If you encounter NaN losses:
1. The model has likely achieved good performance already
2. Use early stopping or reduce learning rate
3. Consider larger batch sizes for stability
## File Structure
```
hrm-mlx/
├── README.md # This file
├── requirements.txt # Python dependencies
├── pretrain.py # Main training script
├── evaluate.py # Evaluation script
├── train_sudoku.sh # Quick training script
├── models/ # Model implementation
│ ├── common.py # Common utilities
│ ├── layers.py # Neural network layers
│ ├── losses.py # Loss functions
│ ├── sparse_embedding.py
│ └── hrm/ # HRM specific modules
├── data/ # Dataset directory
│ └── sudoku-extreme/ # Sudoku dataset
└── checkpoints/ # Saved models
```
## Differences from Original
This implementation is mathematically identical to the original with these adaptations for MLX:
1. **Attention**: Standard scaled dot-product attention (no FlashAttention)
2. **Buffers**: Uses `mx.stop_gradient()` instead of PyTorch buffers
3. **Data Types**: Float32 throughout (MLX limitation for some operations)

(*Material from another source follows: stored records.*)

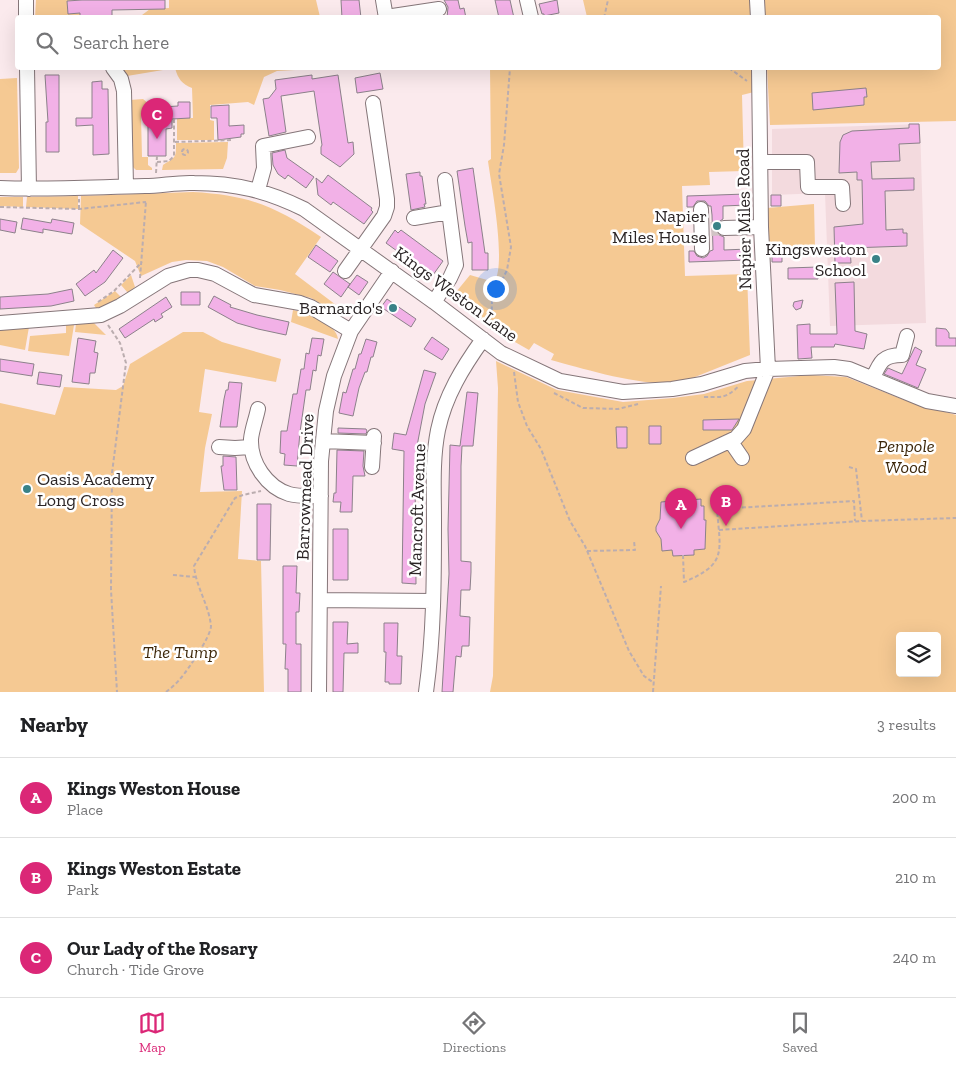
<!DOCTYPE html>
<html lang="en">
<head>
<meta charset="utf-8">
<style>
  :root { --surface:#fff; --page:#f6f6f6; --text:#202124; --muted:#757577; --line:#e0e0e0; --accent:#db2777 }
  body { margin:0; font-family:"Zilla Slab",serif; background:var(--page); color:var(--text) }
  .controls { position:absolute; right:15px; bottom:15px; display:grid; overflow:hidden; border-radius:5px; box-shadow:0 5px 20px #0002 }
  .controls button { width:45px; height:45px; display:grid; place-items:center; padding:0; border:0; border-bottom:1px solid var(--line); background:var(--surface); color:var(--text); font:25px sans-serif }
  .you { position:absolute; left:495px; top:288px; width:18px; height:18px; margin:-12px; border:4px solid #fff; border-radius:50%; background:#1a73e8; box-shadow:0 0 0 8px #1a73e833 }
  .badge { display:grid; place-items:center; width:32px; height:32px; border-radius:50%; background:var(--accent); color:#fff; font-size:16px; font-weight:700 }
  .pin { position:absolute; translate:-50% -41px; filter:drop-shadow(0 1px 2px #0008) }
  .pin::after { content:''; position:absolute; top:26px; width:18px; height:15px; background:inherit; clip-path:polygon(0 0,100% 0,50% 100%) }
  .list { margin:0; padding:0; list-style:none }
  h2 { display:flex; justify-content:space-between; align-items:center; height:65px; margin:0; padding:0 20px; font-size:21px }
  h2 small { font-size:16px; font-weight:400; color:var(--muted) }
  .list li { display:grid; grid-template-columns:32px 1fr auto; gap:15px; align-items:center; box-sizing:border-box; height:80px; padding:0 20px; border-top:1px solid var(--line) }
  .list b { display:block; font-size:19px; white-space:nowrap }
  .list p { margin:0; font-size:16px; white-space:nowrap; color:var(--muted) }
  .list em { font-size:16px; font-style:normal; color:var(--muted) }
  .icon { flex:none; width:28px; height:28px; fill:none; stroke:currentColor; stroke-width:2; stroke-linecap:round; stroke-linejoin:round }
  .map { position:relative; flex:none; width:956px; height:692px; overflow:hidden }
  .search { position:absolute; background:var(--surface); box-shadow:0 5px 20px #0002; left:15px; right:15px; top:15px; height:55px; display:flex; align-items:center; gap:12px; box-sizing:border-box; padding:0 18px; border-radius:5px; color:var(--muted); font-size:19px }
  .sheet { height:305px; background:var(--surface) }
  nav { display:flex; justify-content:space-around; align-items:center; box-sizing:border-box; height:70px; border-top:1px solid var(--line); background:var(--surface); font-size:14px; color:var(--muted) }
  nav a { display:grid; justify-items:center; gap:2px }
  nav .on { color:var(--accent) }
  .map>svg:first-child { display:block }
  .built { fill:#f3dade }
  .green { fill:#f5c993; fill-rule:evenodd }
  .building { fill:#f2b1e7; stroke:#8c818a }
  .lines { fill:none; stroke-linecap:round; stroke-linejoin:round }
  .minor-tunnel { stroke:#d1c3c5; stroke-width:14; stroke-dasharray:14 7; stroke-linecap:butt }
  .minor-casing { stroke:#857679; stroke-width:16 }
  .path { stroke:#bbadaf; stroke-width:2; stroke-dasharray:4 2.5; stroke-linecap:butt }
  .minor { stroke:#fff; stroke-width:14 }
  .poi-dot { fill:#398287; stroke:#fff; stroke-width:2 }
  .labels { text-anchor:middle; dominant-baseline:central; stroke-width:5; stroke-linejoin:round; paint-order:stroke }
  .poi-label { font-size:18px; fill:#2b2526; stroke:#fff; text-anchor:end }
  .street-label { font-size:18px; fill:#2b2526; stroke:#fff }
  .park-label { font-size:18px; font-style:italic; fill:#3d270a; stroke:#fff }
</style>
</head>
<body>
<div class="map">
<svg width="956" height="692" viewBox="0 0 956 692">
  <rect width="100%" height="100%" fill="#fbeaed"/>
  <path class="built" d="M920 124 926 323 830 326 825 193 772 195V129Z"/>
  <path class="green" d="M36 0H82L67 1 68 13H80V17L35 18Z
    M169 0H316L320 17 138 18 150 9 169 8Z
    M583 0H753V17H584H587Z
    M763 0H956V121L770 125 767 68H938V18L764 17Z
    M121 68H331L277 71 264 77 254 105 248 102 210 105V120L214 121V140H177V118H193L192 88C182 84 178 79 175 68L127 76Z
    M490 68H754V92L742 95 744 171 709 172 710 185 682 186 685 276 747 274 750 355 685 381C651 390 585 369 551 360L554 354 534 343 529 350 494 330 452 297 470 275 494 282C507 265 491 184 488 161L491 159Z
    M17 78 19 168 16 173H0V79Z
    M143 99 149 104 150 116H141L142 157H148V165L152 168V170H136L131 165 130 100Z
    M228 142 227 158 223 169 162 170 163 165C176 157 176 158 176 143Z
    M193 192C248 195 275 206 321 237L295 274 344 311 348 312 355 310 346 316H341L311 298 280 290 255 286 223 267 207 261 186 260 172 262 141 276 135 261 80 224 81 196Z
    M78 196V209L26 207 27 197Z
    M0 197H23V207L0 206Z
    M814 204 815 248 768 251 767 208Z
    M131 275 135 287 128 293 121 285Z
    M115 291 121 297 105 306 96 308 94 305Z
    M293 310C306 313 337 324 338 339L291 322Z
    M94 323 106 335 75 332 76 324Z
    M66 325H74L69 356 28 351 30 336 66 333Z
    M29 327 25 350 0 345V329Z
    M183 332H203L222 342 281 359 276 382 205 369 199 412 212 414 205 448 200 492 242 491 238 559 261 561 264 692H0V403L55 415 64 387 116 390 123 386 130 364Z
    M496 361 557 390 623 402 673 398 704 394 747 381 810 375 846 377 904 400 956 415V692H490L493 676 498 388ZM900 636H937V673H900Z"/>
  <path class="building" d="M82 0H165V9L112 10V18H80V13L68 14 67 1Z
    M341 0H359L361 18H342Z
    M444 0H458L460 9 464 8 466 18H447L448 7Z
    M495 0H510L514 18H499Z
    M557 0 559 13 544 16V14H542L539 4Z
    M380 73 383 89 357 93 355 78Z
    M45 75H59V152H46V122H48Z
    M312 75V79L338 75 348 143 353 142 354 154 340 167 321 154V147L322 145 314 91 281 96 286 132 269 136 263 99 269 98 276 89 275 80Z
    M102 81V89H108L109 154 93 155V125L76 126V118H92V82Z
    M866 88 867 97H864V105L813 110 812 93Z
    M178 102H190V118L172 119V128L166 129V156H148V123H149V117H163L162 107 178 106Z
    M229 105V126L244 125V134H241V137L218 140 217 118H211V106Z
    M909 124H919L920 143 899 144 900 161 871 162 872 179 914 178V190L885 191 886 230 903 229V233H907V246L850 248 851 263H835L834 227 863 224 862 180H857V172L839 173 840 142 843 135 852 131 909 128Z
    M285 150 287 158 314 177 306 188 288 175 285 179 278 174 273 165 272 153Z
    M473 168 485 253H488V270H472V242L468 243 465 226 457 171Z
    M420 172V176H422L426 204H424L425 207 411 210 406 174Z
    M328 175 372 208 371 210 373 212 364 224 333 202 331 205 318 195 316 178 322 183Z
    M746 194 747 205 723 206V219L717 223 715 229 719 235 724 237V250L748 249V260L689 262V251H694L697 256 703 258 707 256 710 251 713 250 712 215 711 206H709L705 201H697L693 207H687V196Z
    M771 195H781V206H771Z
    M23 218 51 223 52 219 74 223 72 234 43 229V233L21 229Z
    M0 219 17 222 15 233 0 230Z
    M395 230 398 233 401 230 443 261 433 275 431 274 430 275 386 243Z
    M316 245 338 261 330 272 308 257Z
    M113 250 123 258 105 282 85 296 76 284 94 270 96 273Z
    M782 250V262H772V251Z
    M818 267V279H788V268Z
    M333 272 350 284 341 297 324 284Z
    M357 275 368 282 359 295 348 287Z
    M854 282 855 331 867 334 864 349 835 344 834 347H811L812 358 798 359 797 325 810 324V334H837L835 283Z
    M72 289 74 301 51 306 0 309V297L48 294Z
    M181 292H200V305H181Z
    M214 296 231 305 230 307 257 315 289 322 286 335 258 329 237 323 208 307Z
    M166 297 172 307 161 314 163 317 155 322 154 319 125 338 119 329Z
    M387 299 416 319 411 327 381 307Z
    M803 300 801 308 796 310 793 306 794 302Z
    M936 328 946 329 949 333V338H956V346H936Z
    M432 337 449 349 442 360 424 349Z
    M78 338 96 341 94 352 98 353 95 373H90L89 384 72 382Z
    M312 338 324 339 321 356 318 355 316 371 313 370 310 390H306L300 432 297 466 284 465 285 454 280 453 281 431H287L293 394H297L301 369H304L306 353 309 354Z
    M366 339 377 342 373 357H371L367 372H365L359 388 353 416 339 413 343 392 346 393 353 369H355L359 354H361Z
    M915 347 922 351 916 365 926 369 918 388 884 374 888 368 902 374Z
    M0 359 34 364 32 376 0 371Z
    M424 370 436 373 425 404 417 446 415 474 416 584 402 583 404 451 392 449 394 433 406 435Z
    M39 372 62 375 60 387 37 384Z
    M229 382 242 383 237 427H220L224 399 226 390H228Z
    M467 392 478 393 473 446H462L461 466V561L471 562V572L470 590H461L460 616 470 617 469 646H462L461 657 456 656 453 692H442L449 574 448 529 450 445 460 446Z
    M739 419 732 430H703V420Z
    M649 426H661V444H649Z
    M616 427H627V448H617Z
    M338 428 366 429 367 431 366 434 338 433Z
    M337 450 364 451 363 466 365 476H353L352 512H340L341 502H333L334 493H336Z
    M223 456 236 457 237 490H224L221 466H223Z
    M701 499V506H704V520H706L705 549 694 550V555L673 556 672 550 662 551 661 539 656 531V527L660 519 661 502 673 501V507L689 506V500Z
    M257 504H271L270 560H257Z
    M333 529H348V580H333Z
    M283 566H297L296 593H300L299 612H296V644H301V692H288V669H285L286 644H283Z
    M333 622H348L347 644 358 643V653H344L343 692H333Z
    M384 623H398L397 656H402L401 684H389V682H385L386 652H384Z"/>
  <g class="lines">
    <path class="minor-tunnel" d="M711 229 724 228"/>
    <defs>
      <path id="minor" d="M26 0V18
        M383 0 386 18
        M527 0 531 17
        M757 0 758 18
        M386 17 439 9
        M27 68 29 189
        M113 68 121 79 124 91 126 186
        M761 162H807L808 187H842L843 204
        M0 188C48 190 97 187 145 186 161 186 178 182 194 183 236 183 267 191 304 209L434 302 501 353 560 381 623 392 672 389 702 384 745 371 768 369 834 367 849 369 927 401 956 406
        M258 190 264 168 263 146 308 137
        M701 209 702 249
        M414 218 449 212
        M724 228 761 227
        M345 271 384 216 387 207V199L373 103
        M434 302 450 278 456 265 445 180
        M0 323 101 315 120 306 168 276 189 270H198L215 274 254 295 300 303 311 307 351 331
        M873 378C880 362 883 355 902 355L907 336
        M258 409C256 419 252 429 251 439 250 463 267 487 289 494 299 497 311 496 321 496
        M323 441 374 443
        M731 442 742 458
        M219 447 235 448 251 447
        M693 458 736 438 744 429 768 369 761 227 759 68
        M372 467 374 436
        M320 600 433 601
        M319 692 321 461 326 411 334 376 351 331 392 271
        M426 692C434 635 434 578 434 521 434 491 432 460 438 430 445 396 463 367 483 339"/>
    </defs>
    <use href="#minor" class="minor-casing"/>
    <path class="path" d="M604 18 608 0
      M729 68 747 81
      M175 142 233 140
      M182 152a3 3 0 1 1 6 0a3 3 0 1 1-6 0Z
      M157 162 169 161 174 156V119
      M156 173 157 156
      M0 207 79 209 146 202
      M79 209V199
      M140 278 146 201
      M98 302 114 291 142 262
      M108 325 120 343 126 363 112 473 111 590 117 692
      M491 330 492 301 507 270 511 247 499 174 504 145 510 68
      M514 372 518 402 527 426 541 449 570 521 585 546 629 651 644 676 654 683
      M554 393 583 408 618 409 638 404
      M704 397C722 397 725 399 739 386
      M849 467 856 469 862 521
      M719 530 862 521 956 518
      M587 551 635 550 634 541
      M683 555 684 582C728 564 720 551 717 509L854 501 855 521
      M173 575 195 577
      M166 692C171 688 176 684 180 679 188 670 211 636 211 626 209 605 196 587 194 566L235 498 243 495 261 491
      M653 692 661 586"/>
    <use href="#minor" class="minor"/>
  </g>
  <g class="poi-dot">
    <circle cx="717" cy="226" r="5"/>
    <circle cx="876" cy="259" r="5"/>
    <circle cx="393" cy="308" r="5"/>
    <circle cx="27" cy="489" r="5"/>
  </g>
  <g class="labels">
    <g class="poi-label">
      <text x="707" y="216">Napier<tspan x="707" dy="21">Miles House</tspan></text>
      <text x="866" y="249">Kingsweston<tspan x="866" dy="21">School</tspan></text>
      <text x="383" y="308">Barnardo's</text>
      <text x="37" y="479" text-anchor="start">Oasis Academy<tspan x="37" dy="21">Long Cross</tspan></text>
    </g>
    <g class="street-label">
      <text transform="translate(744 219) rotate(-91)">Napier Miles Road</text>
      <text transform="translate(456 294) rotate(36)">Kings Weston Lane</text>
      <text transform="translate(305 487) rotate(-88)">Barrowmead Drive</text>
      <text transform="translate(417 510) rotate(-88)">Mancroft Avenue</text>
    </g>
    <g class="park-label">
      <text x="906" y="446">Penpole<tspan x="906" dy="21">Wood</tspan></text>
      <text x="180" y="652">The Tump</text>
    </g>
  </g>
</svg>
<div class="controls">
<button><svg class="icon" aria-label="layers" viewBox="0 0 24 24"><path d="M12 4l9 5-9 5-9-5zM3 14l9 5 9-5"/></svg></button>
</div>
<div class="you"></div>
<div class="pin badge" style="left:681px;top:529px">A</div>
<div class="pin badge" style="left:726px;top:526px">B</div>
<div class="pin badge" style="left:157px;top:139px">C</div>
<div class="search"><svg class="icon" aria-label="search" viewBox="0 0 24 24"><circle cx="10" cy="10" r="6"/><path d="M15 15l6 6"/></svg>Search here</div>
</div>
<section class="sheet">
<h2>Nearby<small>3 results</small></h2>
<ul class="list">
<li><span class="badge">A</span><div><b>Kings Weston House</b><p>Place</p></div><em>200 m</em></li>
<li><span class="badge">B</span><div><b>Kings Weston Estate</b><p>Park</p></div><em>210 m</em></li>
<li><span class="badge">C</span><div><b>Our Lady of the Rosary</b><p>Church · Tide Grove</p></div><em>240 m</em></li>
</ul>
</section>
<nav>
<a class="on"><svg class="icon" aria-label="map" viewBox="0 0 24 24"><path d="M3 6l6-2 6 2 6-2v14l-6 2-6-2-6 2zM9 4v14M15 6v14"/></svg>Map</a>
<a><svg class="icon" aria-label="directions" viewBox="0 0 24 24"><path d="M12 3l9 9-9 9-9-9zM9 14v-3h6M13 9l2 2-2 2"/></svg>Directions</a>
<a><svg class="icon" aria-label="saved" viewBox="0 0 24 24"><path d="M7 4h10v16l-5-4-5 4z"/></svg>Saved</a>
</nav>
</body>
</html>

4. **Optimizers**: MLX's AdamW implementation
5. **Checkpointing**: `.npz` format instead of PyTorch `.pt`
## Advanced Usage
### Custom Training
```python
from models.hrm import HierarchicalReasoningModel
from pretrain import HRMTrainer
# Create model with custom config
model = HierarchicalReasoningModel(
vocab_size=vocab_size,
d_model=768, # Larger model
H_cycles=4, # More reasoning cycles
L_cycles=4,
halt_max_steps=16 # More computation time
)
# Train with custom settings
trainer = HRMTrainer(
model=model,
learning_rate=5e-5,
batch_size=64
)
```
### Checkpointing
The trainer automatically:
- Saves checkpoints every 10 steps
- Keeps only the 2 most recent checkpoints
- Saves best model based on validation accuracy
- Supports auto-resume from latest checkpoint
## Citation
If you use this implementation, please cite the original HRM paper:
```bibtex
@article{wang2025hierarchical,
title={Hierarchical Reasoning Model},
author={Wang, Guan and Li, Jin and Sun, Yuhao and Chen, Xing and Liu, Changling and Wu, Yue and Lu, Meng and Song, Sen and Yadkori, Yasin Abbasi},
journal={arXiv preprint arXiv:2506.21734},
year={2025}
}
```
## Acknowledgments
- Original HRM authors for the groundbreaking architecture
- Apple MLX team for the excellent framework
- The original implementation served as the exact reference
## License
This implementation follows the same license as the original HRM repository.